The shift was evident Tuesday in the Rio Grande Valley of South Texas, which has been one of the border’s busiest migration corridors for the past decade. Along areas of the border where migrant families have crossed in large groups to surrender to U.S. authorities and seek protection, Border Patrol agents pursued a handful of adult men trying to evade capture. Agents’ radios were mostly quiet.
It is not unusual for agents to see a short-lived decline in crossings whenever the government announces a major crackdown. Illegal entries soared to record levels late last year but have been trending downward over the past several months, in part due to more aggressive enforcement by the Mexican government.
But Biden administration officials are hoping the falling numbers can blunt Republican criticism of the president’s border record as he prepares to face off in a debate Thursday with likely GOP nominee Donald Trump. Polls consistently show high rates of disapproval with Biden’s handling of border security and immigration issues.

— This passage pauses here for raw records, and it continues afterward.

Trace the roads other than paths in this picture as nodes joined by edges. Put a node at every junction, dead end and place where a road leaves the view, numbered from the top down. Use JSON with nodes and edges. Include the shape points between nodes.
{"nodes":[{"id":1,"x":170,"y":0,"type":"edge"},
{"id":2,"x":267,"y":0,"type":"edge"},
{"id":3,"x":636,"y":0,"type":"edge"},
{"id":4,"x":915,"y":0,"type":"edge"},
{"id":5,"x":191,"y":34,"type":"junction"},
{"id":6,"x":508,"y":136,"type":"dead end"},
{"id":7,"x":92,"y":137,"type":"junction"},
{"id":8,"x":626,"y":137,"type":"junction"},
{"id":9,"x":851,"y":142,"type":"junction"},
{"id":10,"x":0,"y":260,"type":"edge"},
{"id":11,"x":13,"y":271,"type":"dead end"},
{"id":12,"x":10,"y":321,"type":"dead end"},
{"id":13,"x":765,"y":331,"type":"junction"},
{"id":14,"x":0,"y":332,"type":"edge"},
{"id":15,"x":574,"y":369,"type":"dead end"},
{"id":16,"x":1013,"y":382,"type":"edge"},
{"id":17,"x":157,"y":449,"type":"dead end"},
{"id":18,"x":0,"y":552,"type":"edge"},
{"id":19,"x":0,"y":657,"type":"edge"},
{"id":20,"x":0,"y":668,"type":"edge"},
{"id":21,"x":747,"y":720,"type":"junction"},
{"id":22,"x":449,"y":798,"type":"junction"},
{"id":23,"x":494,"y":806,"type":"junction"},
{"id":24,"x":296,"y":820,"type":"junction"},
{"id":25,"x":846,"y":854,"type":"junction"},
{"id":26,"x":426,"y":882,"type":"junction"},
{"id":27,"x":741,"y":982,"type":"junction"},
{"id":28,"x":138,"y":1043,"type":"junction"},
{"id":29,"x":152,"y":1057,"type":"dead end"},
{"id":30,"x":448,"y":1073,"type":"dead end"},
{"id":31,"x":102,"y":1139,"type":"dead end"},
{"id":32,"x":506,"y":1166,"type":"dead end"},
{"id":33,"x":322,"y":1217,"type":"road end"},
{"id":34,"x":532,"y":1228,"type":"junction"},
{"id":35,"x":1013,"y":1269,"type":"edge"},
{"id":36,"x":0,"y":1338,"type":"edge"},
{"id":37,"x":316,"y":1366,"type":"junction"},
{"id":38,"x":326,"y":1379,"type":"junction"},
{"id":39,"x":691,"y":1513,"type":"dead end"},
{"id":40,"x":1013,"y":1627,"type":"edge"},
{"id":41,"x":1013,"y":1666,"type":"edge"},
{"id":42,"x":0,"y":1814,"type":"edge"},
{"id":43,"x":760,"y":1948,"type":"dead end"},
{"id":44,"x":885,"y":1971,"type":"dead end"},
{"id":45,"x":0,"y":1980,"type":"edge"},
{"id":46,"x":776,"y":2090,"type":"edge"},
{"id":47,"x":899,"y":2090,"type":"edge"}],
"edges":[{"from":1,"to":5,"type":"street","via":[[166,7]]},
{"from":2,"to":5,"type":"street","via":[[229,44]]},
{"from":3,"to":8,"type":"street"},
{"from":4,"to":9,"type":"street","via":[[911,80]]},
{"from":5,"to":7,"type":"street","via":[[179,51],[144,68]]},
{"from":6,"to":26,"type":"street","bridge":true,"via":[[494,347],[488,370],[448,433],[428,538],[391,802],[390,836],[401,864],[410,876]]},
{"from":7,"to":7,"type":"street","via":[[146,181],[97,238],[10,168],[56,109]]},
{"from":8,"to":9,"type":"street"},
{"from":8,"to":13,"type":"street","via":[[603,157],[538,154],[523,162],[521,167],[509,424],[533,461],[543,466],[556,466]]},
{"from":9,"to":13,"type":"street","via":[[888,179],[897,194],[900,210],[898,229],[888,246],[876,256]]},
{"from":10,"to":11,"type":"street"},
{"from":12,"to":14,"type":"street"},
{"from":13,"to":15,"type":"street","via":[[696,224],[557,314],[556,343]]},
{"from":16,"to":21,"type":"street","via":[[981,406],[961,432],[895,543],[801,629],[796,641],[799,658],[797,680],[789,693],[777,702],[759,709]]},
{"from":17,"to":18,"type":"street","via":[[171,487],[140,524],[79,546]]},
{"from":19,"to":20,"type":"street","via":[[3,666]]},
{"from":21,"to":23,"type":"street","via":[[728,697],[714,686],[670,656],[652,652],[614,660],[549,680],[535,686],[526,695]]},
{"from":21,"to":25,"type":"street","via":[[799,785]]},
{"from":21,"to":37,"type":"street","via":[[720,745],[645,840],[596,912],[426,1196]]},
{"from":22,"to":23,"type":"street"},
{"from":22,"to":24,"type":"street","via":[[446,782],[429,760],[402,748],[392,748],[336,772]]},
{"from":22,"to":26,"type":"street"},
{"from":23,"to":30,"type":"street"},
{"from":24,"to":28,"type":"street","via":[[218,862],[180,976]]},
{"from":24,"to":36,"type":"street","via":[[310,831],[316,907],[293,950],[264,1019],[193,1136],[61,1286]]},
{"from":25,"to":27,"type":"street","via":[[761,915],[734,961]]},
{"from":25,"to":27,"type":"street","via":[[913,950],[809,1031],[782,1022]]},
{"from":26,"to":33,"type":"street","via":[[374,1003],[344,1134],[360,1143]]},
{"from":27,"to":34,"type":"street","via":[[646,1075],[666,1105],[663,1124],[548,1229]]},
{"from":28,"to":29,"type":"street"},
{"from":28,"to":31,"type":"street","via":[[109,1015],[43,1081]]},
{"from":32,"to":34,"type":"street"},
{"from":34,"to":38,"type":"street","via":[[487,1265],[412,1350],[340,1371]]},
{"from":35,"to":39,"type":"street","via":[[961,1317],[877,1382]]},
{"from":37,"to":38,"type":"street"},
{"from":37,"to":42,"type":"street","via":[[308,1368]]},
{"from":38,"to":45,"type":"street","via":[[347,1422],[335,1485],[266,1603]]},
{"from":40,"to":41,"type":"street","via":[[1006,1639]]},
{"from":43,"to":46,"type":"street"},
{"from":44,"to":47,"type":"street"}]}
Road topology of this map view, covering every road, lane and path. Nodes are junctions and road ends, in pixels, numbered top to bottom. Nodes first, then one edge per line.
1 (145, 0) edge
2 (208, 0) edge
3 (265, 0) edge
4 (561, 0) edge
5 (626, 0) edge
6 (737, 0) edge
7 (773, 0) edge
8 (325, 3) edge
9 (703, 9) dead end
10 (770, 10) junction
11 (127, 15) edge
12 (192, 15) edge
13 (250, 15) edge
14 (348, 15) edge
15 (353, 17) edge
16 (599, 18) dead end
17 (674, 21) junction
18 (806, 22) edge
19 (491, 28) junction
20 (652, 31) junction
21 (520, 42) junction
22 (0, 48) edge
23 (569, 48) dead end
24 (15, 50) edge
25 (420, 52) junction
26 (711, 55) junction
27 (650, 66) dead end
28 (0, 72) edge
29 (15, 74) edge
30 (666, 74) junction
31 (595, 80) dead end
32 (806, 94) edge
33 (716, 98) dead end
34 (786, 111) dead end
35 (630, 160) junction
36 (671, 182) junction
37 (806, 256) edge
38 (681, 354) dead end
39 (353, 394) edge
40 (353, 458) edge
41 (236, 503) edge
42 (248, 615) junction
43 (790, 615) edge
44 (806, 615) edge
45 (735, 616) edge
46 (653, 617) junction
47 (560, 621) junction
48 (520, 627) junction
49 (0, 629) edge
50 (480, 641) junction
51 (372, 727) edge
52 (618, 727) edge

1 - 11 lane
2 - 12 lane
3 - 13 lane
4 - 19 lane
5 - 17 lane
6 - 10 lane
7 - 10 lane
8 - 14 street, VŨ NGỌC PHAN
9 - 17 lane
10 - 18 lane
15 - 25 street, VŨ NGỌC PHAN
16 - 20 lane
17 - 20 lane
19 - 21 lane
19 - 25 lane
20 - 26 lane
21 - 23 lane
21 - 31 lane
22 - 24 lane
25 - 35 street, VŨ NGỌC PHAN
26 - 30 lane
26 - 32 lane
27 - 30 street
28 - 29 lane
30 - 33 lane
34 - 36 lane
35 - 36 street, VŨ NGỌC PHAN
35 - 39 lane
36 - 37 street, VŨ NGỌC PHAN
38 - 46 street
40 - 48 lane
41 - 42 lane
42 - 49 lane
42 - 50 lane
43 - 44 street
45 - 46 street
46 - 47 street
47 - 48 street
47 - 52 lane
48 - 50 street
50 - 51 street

Homeland Security officials cautioned the results of the crackdown were preliminary, and cast the measures as an attempt to balance tougher enforcement with more generous opportunities for migrants to reach the United States legally.
Biden has “carried out the largest expansion of lawful pathways and orderly processes in decades,” the DHS statement read, measures that are “freeing up the asylum system for those with legitimate claims.”
The American Civil Liberties Union and immigrant advocacy groups are suing to block Biden’s asylum restrictions.
U.S. immigration laws allow anyone who reaches U.S. soil to seek humanitarian protection if they have a well-founded fear of persecution or grave harm in their home country. The emergency measures Biden announced June 4 suspend access to those protections on an emergency basis, arguing the U.S. immigration system is too overwhelmed by illegal crossings and insufficient resources.
Biden’s measures call for the asylum restrictions to lift if illegal crossings average fewer than 1,500 per day. They would return if the levels once more surpass 2,500 daily.
Lower number of illegal crossings have allowed U.S. agents to better safeguard the border and increase patrols, the department said, “enhancing DHS efforts to interdict individuals who pose a threat to public safety.”
The DHS statement echoed the administration’s calls for lawmakers to boost funding for the U.S. immigration system, including a major expansion of detention and deportation operations.
DHS said the number of migrants who are allowed into the United States with a pending court date after crossing illegally — the practice derided as “catch and release” — has dropped 65 percent under Biden’s measures. Deportations and returns to Mexico have doubled over the past three weeks, the department said.